Book review: The Bolter by Frances Osborne

March 9, 2018

This article was written for Annabel & Grace, which is now part of Rest Less.

As was once famously said by Mark Twain, “Truth is stranger than fiction, but it is because fiction is obliged to stick to possibilities; truth isn’t.”  The Bolter by Frances Osborne is a good example of this quote as alcohol, cocaine, promiscuity, nympho­mania, wife swapping, divorce and profligate spending are rife in this book. It is the true story of Lady Idina Sackville born in 1893, an English aristocrat and member of the Happy Valley set. Her behaviour and lifestyle scandalised middle class society and that was 100 years ago, however even now some of it would be considered quite wild!

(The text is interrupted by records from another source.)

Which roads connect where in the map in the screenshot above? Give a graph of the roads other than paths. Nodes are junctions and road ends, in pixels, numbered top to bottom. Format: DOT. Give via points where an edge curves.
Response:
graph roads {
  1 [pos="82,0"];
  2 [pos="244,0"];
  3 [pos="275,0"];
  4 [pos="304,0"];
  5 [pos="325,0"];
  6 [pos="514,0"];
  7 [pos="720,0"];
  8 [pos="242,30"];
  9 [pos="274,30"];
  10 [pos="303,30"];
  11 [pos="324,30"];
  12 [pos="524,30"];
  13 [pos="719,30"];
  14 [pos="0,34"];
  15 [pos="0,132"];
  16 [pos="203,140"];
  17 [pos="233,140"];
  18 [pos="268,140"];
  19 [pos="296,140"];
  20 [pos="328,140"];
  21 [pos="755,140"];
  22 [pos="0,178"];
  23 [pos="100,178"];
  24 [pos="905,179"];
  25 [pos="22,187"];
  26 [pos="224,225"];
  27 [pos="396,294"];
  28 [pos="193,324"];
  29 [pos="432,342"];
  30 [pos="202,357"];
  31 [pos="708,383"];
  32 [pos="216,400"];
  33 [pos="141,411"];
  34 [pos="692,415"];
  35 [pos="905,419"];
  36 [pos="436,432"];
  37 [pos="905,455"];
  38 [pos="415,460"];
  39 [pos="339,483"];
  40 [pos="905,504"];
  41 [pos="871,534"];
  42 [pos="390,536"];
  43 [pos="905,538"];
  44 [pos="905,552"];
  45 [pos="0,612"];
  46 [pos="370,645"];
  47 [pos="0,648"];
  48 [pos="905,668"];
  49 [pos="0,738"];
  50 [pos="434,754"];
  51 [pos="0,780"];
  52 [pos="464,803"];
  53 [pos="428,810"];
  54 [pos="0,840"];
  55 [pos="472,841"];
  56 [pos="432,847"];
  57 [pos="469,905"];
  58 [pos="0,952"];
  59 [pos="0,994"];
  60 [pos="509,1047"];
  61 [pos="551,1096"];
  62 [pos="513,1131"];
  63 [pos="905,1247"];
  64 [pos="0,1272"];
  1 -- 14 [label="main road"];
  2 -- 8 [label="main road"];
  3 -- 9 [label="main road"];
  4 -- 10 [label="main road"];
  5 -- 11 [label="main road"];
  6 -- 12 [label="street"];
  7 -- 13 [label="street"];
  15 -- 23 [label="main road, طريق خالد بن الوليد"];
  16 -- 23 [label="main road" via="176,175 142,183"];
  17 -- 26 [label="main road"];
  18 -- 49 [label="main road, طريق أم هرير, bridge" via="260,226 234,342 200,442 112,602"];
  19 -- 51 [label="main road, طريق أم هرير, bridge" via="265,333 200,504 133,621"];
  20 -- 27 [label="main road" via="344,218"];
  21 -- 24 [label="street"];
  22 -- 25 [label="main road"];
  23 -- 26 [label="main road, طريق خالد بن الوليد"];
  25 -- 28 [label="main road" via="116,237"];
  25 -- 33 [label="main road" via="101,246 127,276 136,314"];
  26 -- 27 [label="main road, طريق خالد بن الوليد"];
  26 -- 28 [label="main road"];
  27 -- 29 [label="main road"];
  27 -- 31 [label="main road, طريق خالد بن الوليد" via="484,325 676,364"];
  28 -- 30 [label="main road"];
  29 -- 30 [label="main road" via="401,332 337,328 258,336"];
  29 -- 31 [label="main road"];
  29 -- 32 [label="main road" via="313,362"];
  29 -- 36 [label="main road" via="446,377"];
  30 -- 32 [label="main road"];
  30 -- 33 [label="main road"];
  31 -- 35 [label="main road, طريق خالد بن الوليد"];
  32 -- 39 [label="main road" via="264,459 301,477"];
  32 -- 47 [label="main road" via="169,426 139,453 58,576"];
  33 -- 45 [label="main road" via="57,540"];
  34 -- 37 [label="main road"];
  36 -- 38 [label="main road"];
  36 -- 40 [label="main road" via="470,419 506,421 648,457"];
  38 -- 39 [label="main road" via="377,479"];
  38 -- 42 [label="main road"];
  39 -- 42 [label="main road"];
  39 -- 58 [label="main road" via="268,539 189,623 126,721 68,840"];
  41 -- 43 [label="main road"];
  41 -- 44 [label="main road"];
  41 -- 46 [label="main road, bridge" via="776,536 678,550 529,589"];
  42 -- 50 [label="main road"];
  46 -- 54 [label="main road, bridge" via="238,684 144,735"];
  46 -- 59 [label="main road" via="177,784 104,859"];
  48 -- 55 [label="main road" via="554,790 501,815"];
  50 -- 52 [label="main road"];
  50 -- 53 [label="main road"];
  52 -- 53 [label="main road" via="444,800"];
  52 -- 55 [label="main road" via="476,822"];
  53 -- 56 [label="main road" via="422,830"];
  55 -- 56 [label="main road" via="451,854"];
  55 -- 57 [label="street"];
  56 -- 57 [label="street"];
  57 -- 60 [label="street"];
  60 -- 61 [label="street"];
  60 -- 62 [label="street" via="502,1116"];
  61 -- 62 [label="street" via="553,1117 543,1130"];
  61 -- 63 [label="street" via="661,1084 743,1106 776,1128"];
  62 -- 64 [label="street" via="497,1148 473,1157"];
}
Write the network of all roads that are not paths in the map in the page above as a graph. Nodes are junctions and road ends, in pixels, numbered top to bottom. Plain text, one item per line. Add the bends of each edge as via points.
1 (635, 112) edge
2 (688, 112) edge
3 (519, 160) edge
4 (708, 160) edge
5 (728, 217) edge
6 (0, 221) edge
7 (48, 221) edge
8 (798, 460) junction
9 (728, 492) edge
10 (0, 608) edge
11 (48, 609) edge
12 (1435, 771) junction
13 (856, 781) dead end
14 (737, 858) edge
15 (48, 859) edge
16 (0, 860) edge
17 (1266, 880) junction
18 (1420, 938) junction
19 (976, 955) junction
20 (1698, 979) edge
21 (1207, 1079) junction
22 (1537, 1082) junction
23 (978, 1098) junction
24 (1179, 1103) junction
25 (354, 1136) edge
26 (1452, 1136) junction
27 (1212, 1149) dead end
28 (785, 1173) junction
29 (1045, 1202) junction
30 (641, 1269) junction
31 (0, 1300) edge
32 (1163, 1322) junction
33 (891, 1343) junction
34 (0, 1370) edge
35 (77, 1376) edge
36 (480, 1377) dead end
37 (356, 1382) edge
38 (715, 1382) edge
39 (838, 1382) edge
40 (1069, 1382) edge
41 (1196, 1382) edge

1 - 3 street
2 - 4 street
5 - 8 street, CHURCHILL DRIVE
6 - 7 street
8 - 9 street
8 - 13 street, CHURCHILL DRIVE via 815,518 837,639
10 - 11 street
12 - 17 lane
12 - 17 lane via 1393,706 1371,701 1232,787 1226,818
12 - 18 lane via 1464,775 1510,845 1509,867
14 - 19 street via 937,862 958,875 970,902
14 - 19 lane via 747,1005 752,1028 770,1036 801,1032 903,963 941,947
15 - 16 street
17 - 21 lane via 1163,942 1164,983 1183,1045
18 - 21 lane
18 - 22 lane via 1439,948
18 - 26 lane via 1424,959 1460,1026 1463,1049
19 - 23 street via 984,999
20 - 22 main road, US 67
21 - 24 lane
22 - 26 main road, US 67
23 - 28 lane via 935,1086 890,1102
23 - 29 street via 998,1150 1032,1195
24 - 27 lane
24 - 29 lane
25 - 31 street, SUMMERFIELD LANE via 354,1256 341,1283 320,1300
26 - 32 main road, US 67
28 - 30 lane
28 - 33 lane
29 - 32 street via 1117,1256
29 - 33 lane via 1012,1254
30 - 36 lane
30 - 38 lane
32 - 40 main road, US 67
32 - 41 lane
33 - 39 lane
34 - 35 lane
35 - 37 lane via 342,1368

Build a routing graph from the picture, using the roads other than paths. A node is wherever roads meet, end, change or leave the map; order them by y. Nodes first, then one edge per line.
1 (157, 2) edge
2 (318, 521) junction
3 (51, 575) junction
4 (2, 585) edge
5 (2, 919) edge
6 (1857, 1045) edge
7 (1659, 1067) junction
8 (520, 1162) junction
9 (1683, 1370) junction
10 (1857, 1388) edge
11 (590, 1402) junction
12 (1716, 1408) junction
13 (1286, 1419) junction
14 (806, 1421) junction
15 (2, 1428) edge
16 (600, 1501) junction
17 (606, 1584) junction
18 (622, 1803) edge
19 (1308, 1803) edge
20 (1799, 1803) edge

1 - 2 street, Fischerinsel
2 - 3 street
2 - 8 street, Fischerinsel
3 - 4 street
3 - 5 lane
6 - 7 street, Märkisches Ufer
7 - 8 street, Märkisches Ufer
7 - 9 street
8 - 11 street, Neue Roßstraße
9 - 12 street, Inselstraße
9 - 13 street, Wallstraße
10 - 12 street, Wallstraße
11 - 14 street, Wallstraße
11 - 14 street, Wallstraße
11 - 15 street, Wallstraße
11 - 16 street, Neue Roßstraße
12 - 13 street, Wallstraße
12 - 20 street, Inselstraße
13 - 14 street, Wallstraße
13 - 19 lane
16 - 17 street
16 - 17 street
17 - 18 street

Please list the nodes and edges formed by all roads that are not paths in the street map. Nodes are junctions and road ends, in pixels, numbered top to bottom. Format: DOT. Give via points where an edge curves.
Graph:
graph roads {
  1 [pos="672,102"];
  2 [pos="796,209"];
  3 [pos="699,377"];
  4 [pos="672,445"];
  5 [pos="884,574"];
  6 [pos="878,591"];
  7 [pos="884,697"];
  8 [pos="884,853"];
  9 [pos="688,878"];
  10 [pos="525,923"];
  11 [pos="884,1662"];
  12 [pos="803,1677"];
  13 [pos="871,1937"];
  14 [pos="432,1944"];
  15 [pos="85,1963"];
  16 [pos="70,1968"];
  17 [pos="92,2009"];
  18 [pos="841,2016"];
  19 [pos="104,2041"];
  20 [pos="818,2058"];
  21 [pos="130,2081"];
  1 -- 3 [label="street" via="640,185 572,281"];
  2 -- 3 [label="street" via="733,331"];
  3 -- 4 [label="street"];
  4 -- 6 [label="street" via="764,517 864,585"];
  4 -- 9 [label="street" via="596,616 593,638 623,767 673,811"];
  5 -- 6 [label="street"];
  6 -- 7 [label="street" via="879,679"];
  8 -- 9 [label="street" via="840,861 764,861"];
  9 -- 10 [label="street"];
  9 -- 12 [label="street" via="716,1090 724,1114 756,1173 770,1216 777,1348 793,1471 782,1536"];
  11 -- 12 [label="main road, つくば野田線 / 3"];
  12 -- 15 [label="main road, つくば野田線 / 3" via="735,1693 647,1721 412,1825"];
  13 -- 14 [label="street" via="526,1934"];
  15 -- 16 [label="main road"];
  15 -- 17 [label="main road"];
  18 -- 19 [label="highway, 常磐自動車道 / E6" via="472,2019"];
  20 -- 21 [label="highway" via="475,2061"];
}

Book review / The Bolter by Idina Sackville / CountryWives

Lady Idina Sackville, Raymond de Trafford, Alice de Janzé and Hay

I have often described books as ‘page turners’ however in every case they have been works of fiction. This book written by Frances Osborne, Idina’s great granddaughter, is the first biography that I have ever read that I would classify as such. It was hard to put down and there were chapters where I was shocked by the behaviour of this seemingly upper class group that it made me feel like a real boring middle-class wife! She married and divorced 5 times and died when she was 62 years of age. She was called The Bolter however she was more of a Boltee (if there was such a word) since in most cases her husbands left her. She did not confine her liaisons to her husbands and there were a fair few lovers along the way.

The Bolter Annabel at CountryWives Sackville abandoned her rich, charming, handsome (and philandering, but everyone was) husband, Captain Euan Wallace, and her two sons, ages 4 and 3, to live on a farm in British East Africa. This era of her life was made into a film, White Mischief, dramatising the events surrounding the murder of Lady Idina’s third husband Josslyn Hay, 22nd Earl of Errol.

This was life after World War I, when husbands and entire families of sons were obliterated on French battlefields, Sackville’s set was desperate for fun, injecting morphine, attending “bottle parties” and downing vats of White Ladies, whiskey sours and Bronxes. By 1921, “nudity was all the rage.” Women were dancing on tables, wearing transparent dresses. One hostess greeted her guests “wearing nothing but a famous string of family pearls which reached her pubic hair.”

This is a very sad story of a legendary woman, and an unnerving portrait of upper-crust London and colonial Africa in the early 20th century. Prepare to be shocked but equally to be educated and entertained. An absolutely fabulous read.